E.g., see "Spontaneous cyclization of the aspartic acid side chain to the succinimide derivative" Chem Comm, 1992, issue 12.

Yes, reaction conditions including temperature, pH, solvation and coupling reagents help to control!

Aspartimide formation is especially prevalent in peptides containing Asp-Gly or Asp-Ser sequences. I think the most effective way to minimize aspartimide formation would be during the synthesis stages by using one of the strategies below:

1. A widely established approach is the use of optimized side-chain protecting group on Asp. Many Asp derivatives are commercially available such as Fmoc-Asp(OMpe)-OH. Some new ones such as Fmoc-Asp(OEpe)-OH, Fmoc-Asp(OPhp)-OH and others were recently reported. (J. Pept Sci. 2015 Aug;21(8):680-687)

2. If you must use Asp(t-Bu) for whatever reason, then another strategy would be to play with the deprotection conditions, such as addition of organic acids (5% formic acid) to the piperidine cleavage solution.
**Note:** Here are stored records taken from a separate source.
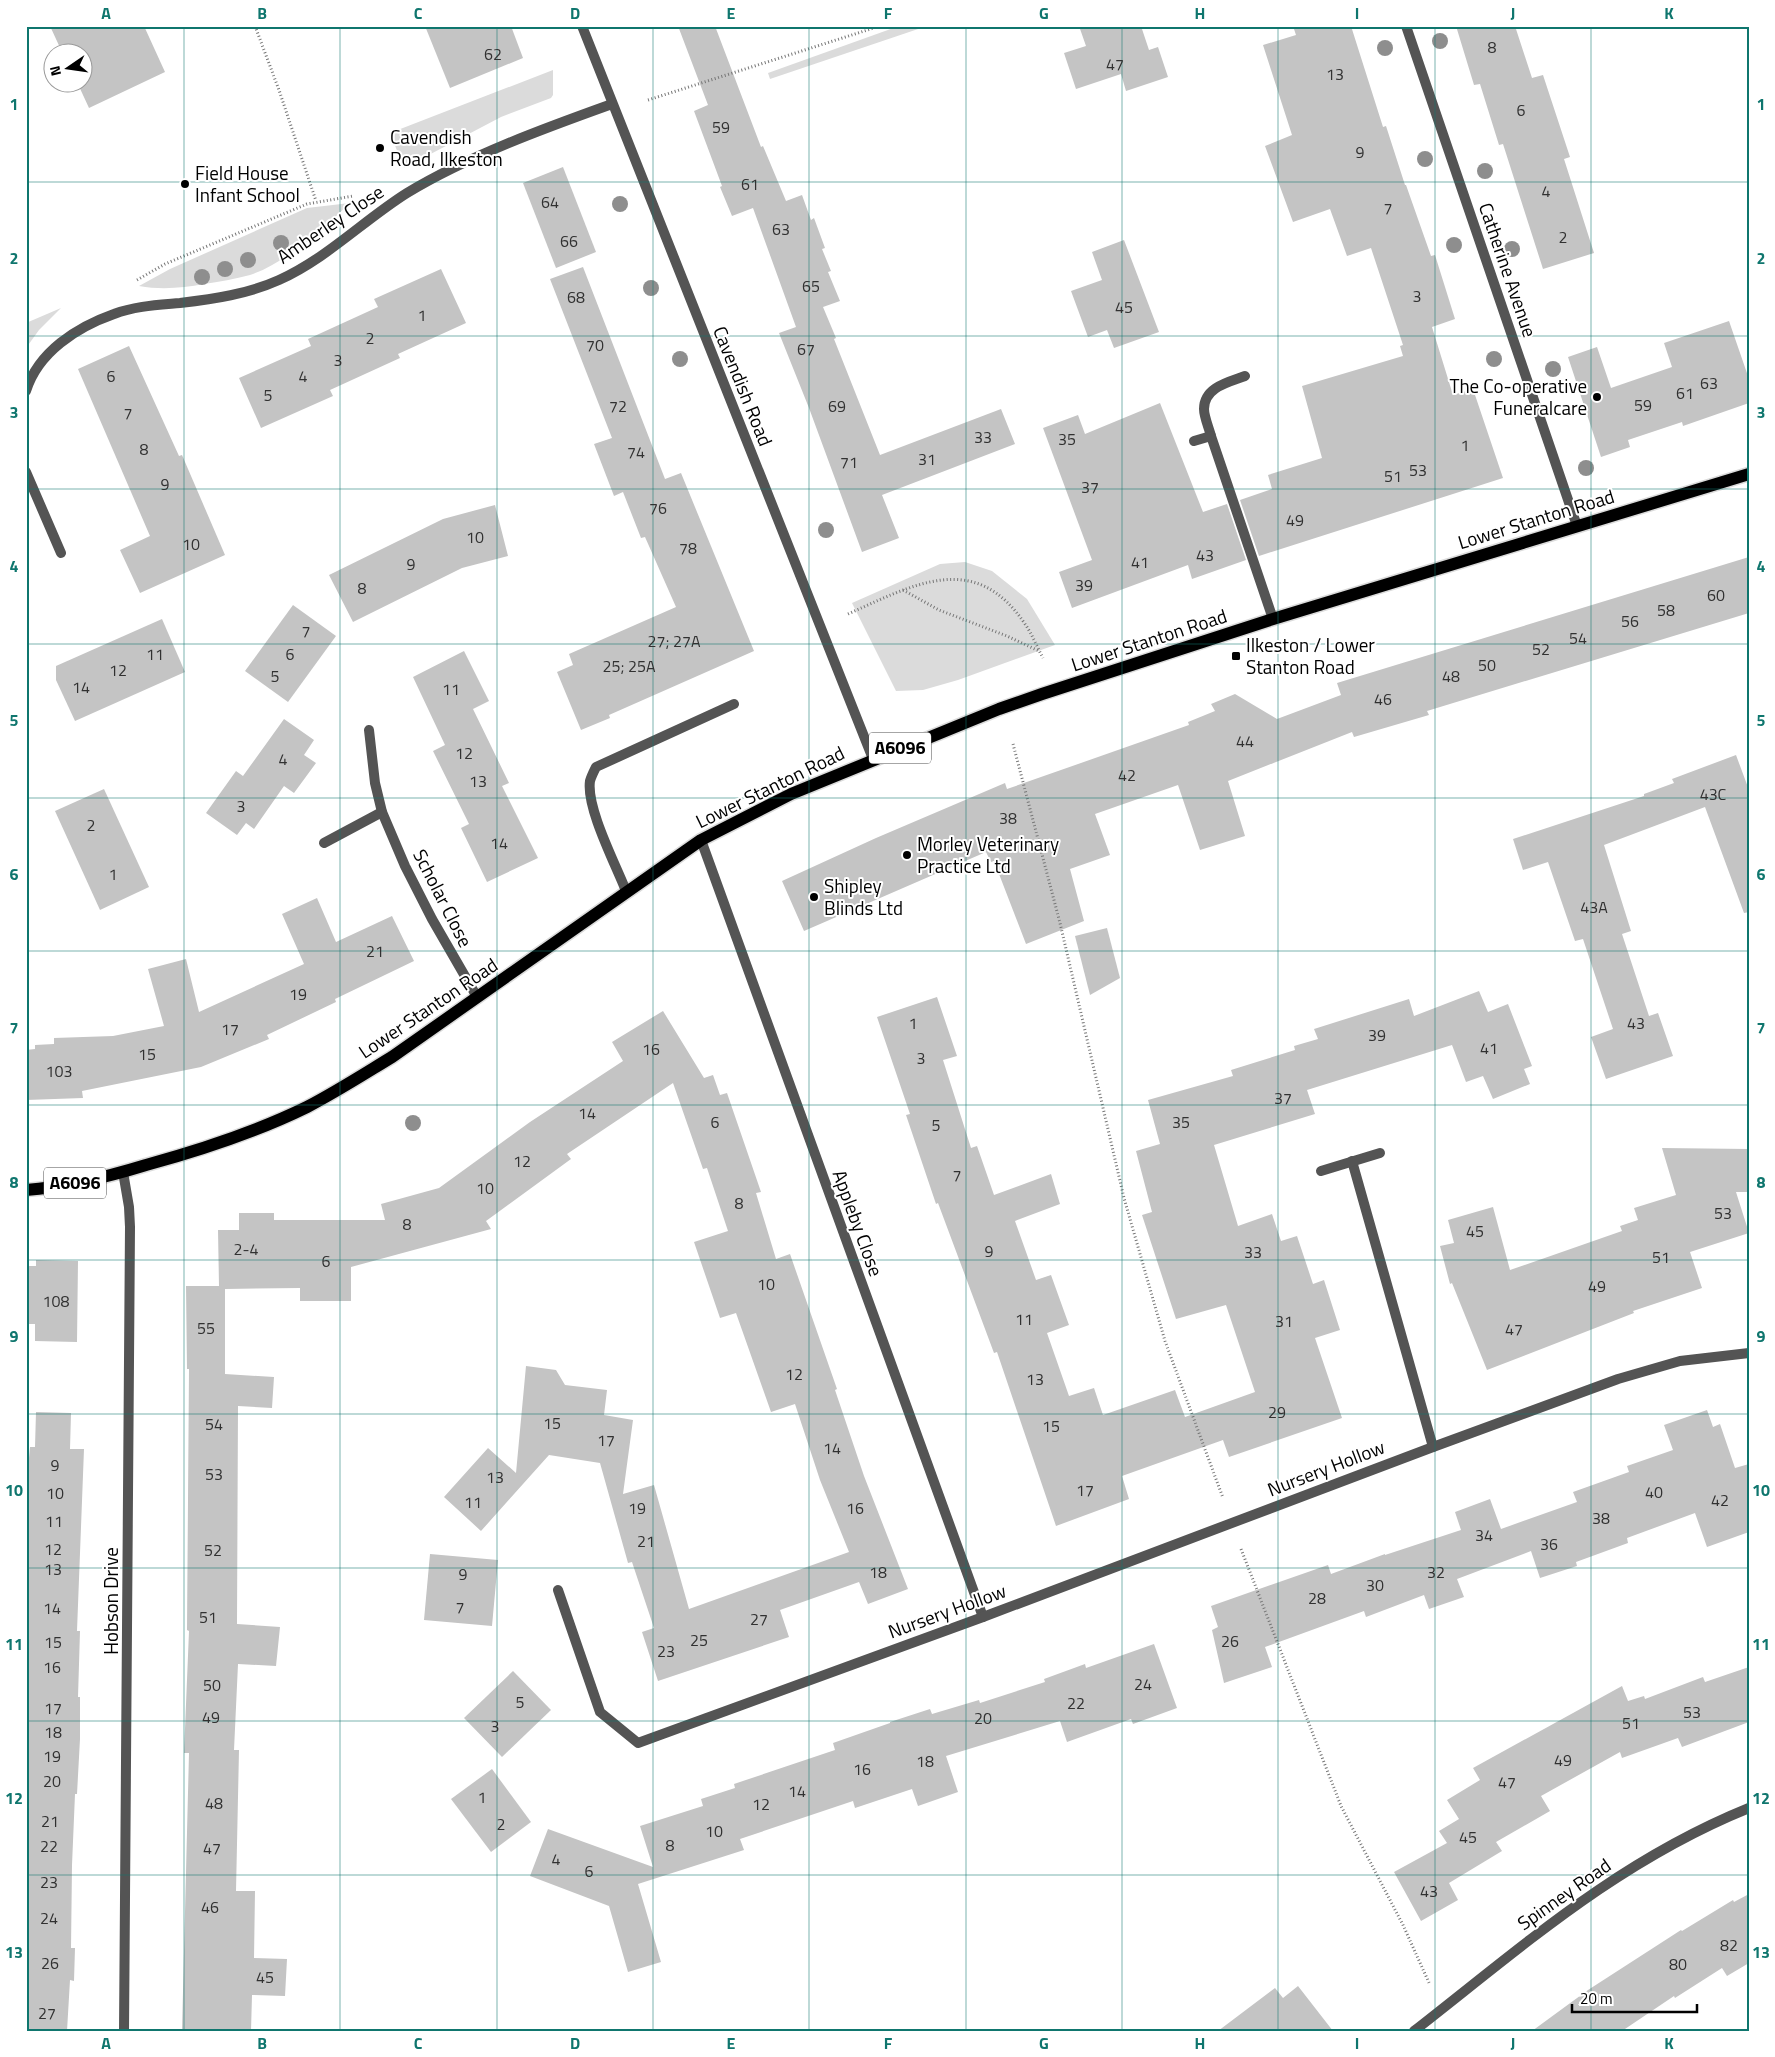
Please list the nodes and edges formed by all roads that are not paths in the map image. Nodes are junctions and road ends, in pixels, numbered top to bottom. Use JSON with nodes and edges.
{"nodes":[{"id":1,"x":582,"y":26,"type":"edge"},
{"id":2,"x":1406,"y":26,"type":"edge"},
{"id":3,"x":612,"y":104,"type":"junction"},
{"id":4,"x":1245,"y":376,"type":"dead end"},
{"id":5,"x":26,"y":391,"type":"edge"},
{"id":6,"x":1211,"y":436,"type":"junction"},
{"id":7,"x":1194,"y":442,"type":"dead end"},
{"id":8,"x":26,"y":472,"type":"edge"},
{"id":9,"x":1749,"y":474,"type":"edge"},
{"id":10,"x":1577,"y":526,"type":"junction"},
{"id":11,"x":62,"y":553,"type":"dead end"},
{"id":12,"x":1273,"y":619,"type":"junction"},
{"id":13,"x":734,"y":704,"type":"dead end"},
{"id":14,"x":369,"y":730,"type":"dead end"},
{"id":15,"x":873,"y":759,"type":"junction"},
{"id":16,"x":382,"y":812,"type":"junction"},
{"id":17,"x":701,"y":840,"type":"junction"},
{"id":18,"x":324,"y":843,"type":"dead end"},
{"id":19,"x":626,"y":891,"type":"junction"},
{"id":20,"x":478,"y":998,"type":"junction"},
{"id":21,"x":1380,"y":1153,"type":"dead end"},
{"id":22,"x":1352,"y":1161,"type":"junction"},
{"id":23,"x":1320,"y":1171,"type":"dead end"},
{"id":24,"x":123,"y":1172,"type":"junction"},
{"id":25,"x":26,"y":1190,"type":"edge"},
{"id":26,"x":1749,"y":1353,"type":"edge"},
{"id":27,"x":1433,"y":1447,"type":"junction"},
{"id":28,"x":558,"y":1590,"type":"dead end"},
{"id":29,"x":983,"y":1617,"type":"junction"},
{"id":30,"x":1749,"y":1808,"type":"edge"},
{"id":31,"x":124,"y":2031,"type":"edge"},
{"id":32,"x":1414,"y":2031,"type":"edge"}],
"edges":[{"from":1,"to":3,"type":"street","name":"Cavendish Road"},
{"from":2,"to":10,"type":"street","name":"Catherine Avenue"},
{"from":3,"to":5,"type":"street","name":"Amberley Close"},
{"from":3,"to":15,"type":"street","name":"Cavendish Road"},
{"from":4,"to":6,"type":"street"},
{"from":6,"to":7,"type":"street"},
{"from":6,"to":12,"type":"street"},
{"from":8,"to":11,"type":"street"},
{"from":9,"to":10,"type":"main road","name":"Lower Stanton Road","number":"A6096"},
{"from":10,"to":12,"type":"main road","name":"Lower Stanton Road","number":"A6096"},
{"from":12,"to":15,"type":"main road","name":"Lower Stanton Road","number":"A6096"},
{"from":13,"to":19,"type":"street"},
{"from":14,"to":16,"type":"street","name":"Scholar Close"},
{"from":15,"to":17,"type":"main road","name":"Lower Stanton Road","number":"A6096"},
{"from":16,"to":18,"type":"street"},
{"from":16,"to":20,"type":"street","name":"Scholar Close"},
{"from":17,"to":19,"type":"main road","name":"Lower Stanton Road","number":"A6096"},
{"from":17,"to":29,"type":"street","name":"Appleby Close"},
{"from":19,"to":20,"type":"main road","name":"Lower Stanton Road","number":"A6096"},
{"from":20,"to":24,"type":"main road","name":"Lower Stanton Road","number":"A6096"},
{"from":21,"to":22,"type":"street"},
{"from":22,"to":23,"type":"street"},
{"from":22,"to":27,"type":"street"},
{"from":24,"to":25,"type":"main road","number":"A6096"},
{"from":24,"to":31,"type":"street","name":"Hobson Drive"},
{"from":26,"to":27,"type":"street","name":"Nursery Hollow"},
{"from":27,"to":29,"type":"street","name":"Nursery Hollow"},
{"from":28,"to":29,"type":"street","name":"Nursery Hollow"},
{"from":30,"to":32,"type":"street","name":"Spinney Road"}]}
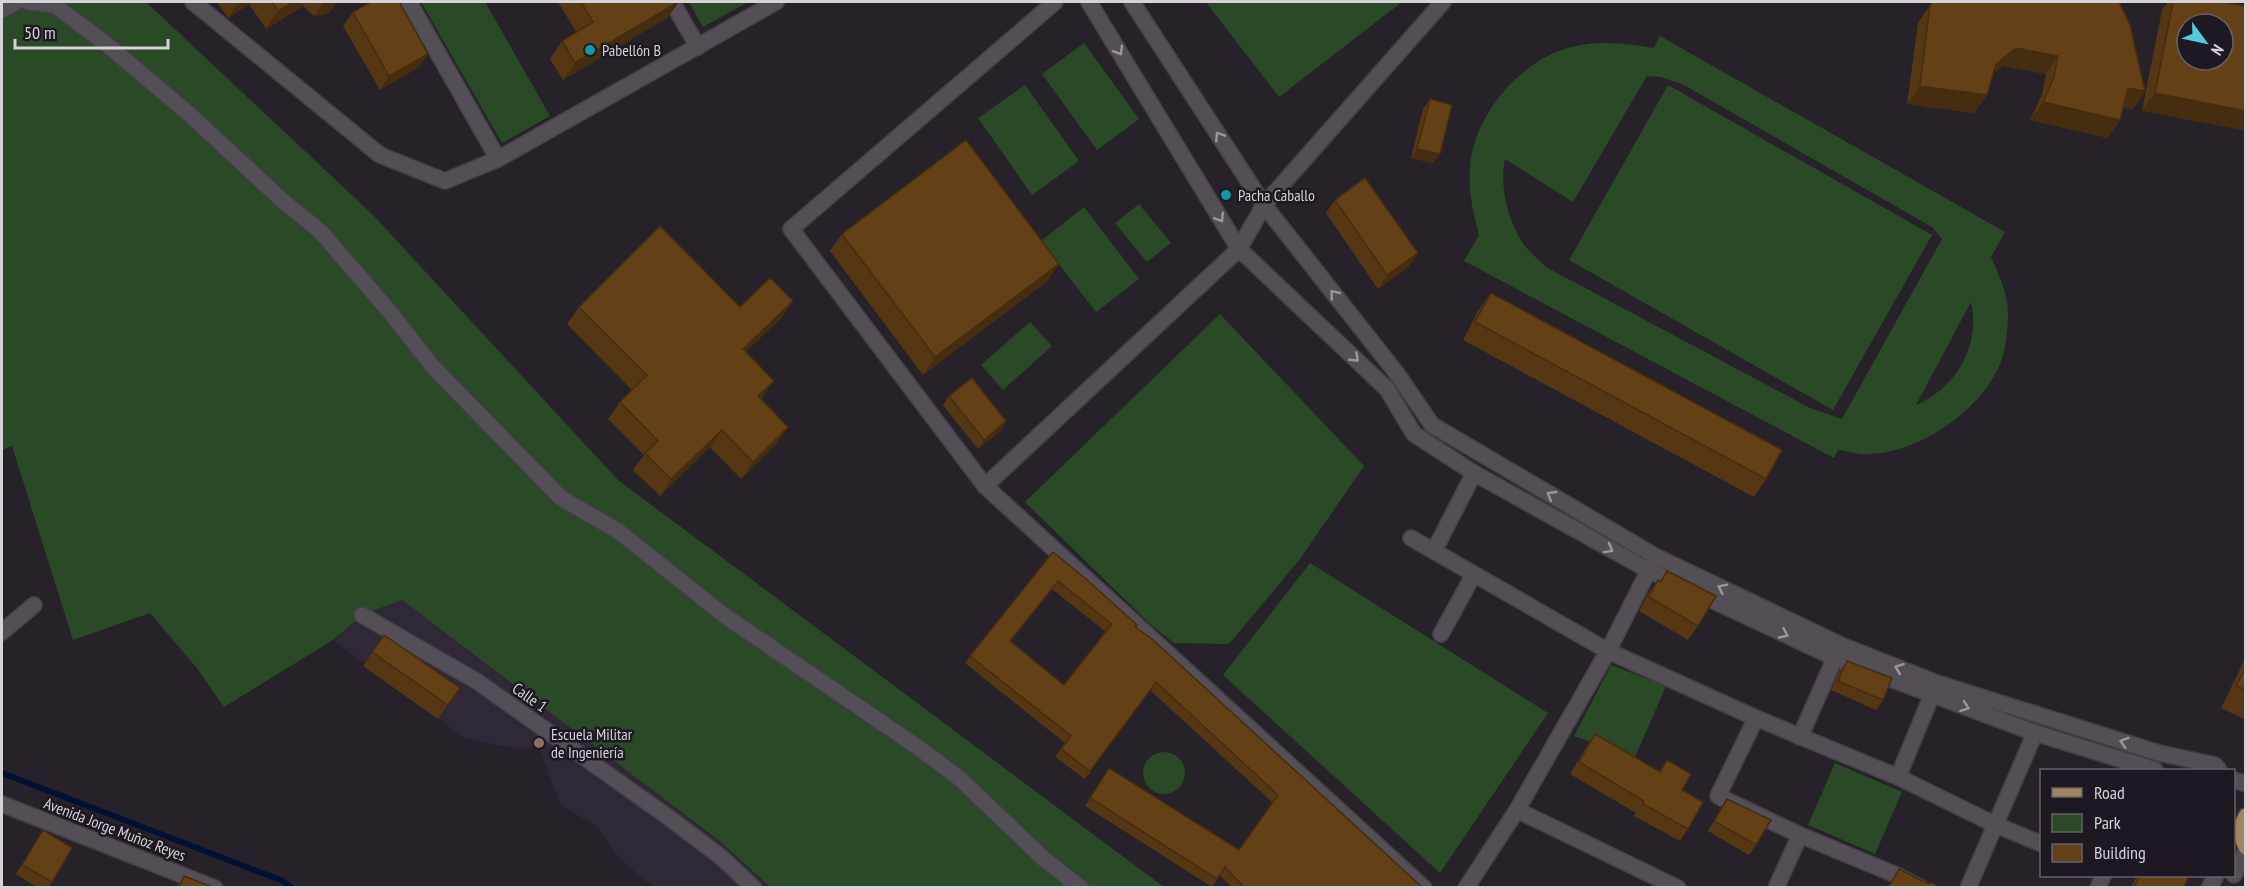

3. Replacement of piperidine with a much milder base (piperazine) is also known to reduce aspartimide formation.

4. Adding HOBt to the piperidine deprotecting solution is also known to reduce aspartimide formation.

5. Another strategy would be to replace the residue adjacent to the Asp carboxyl with a bulky residue (if permissible) to completely block aspartimide formation, although not an option in this case.

6. There are other less popular strategies also such as use of pseudoproline or Dmb protected peptides to reduce aspartimide but they have their own issues.

This is a highly sequence dependent phenomenon - I suggest to try a standard protocol first (with Fmoc-Asp(OtBu)-OH), using brief base treatments (e.g. 30% piperidine/DMF, 1 min then 3 min). Depending on the length and sequence of your particular peptide, it may not be as big a problem as it is made out to be.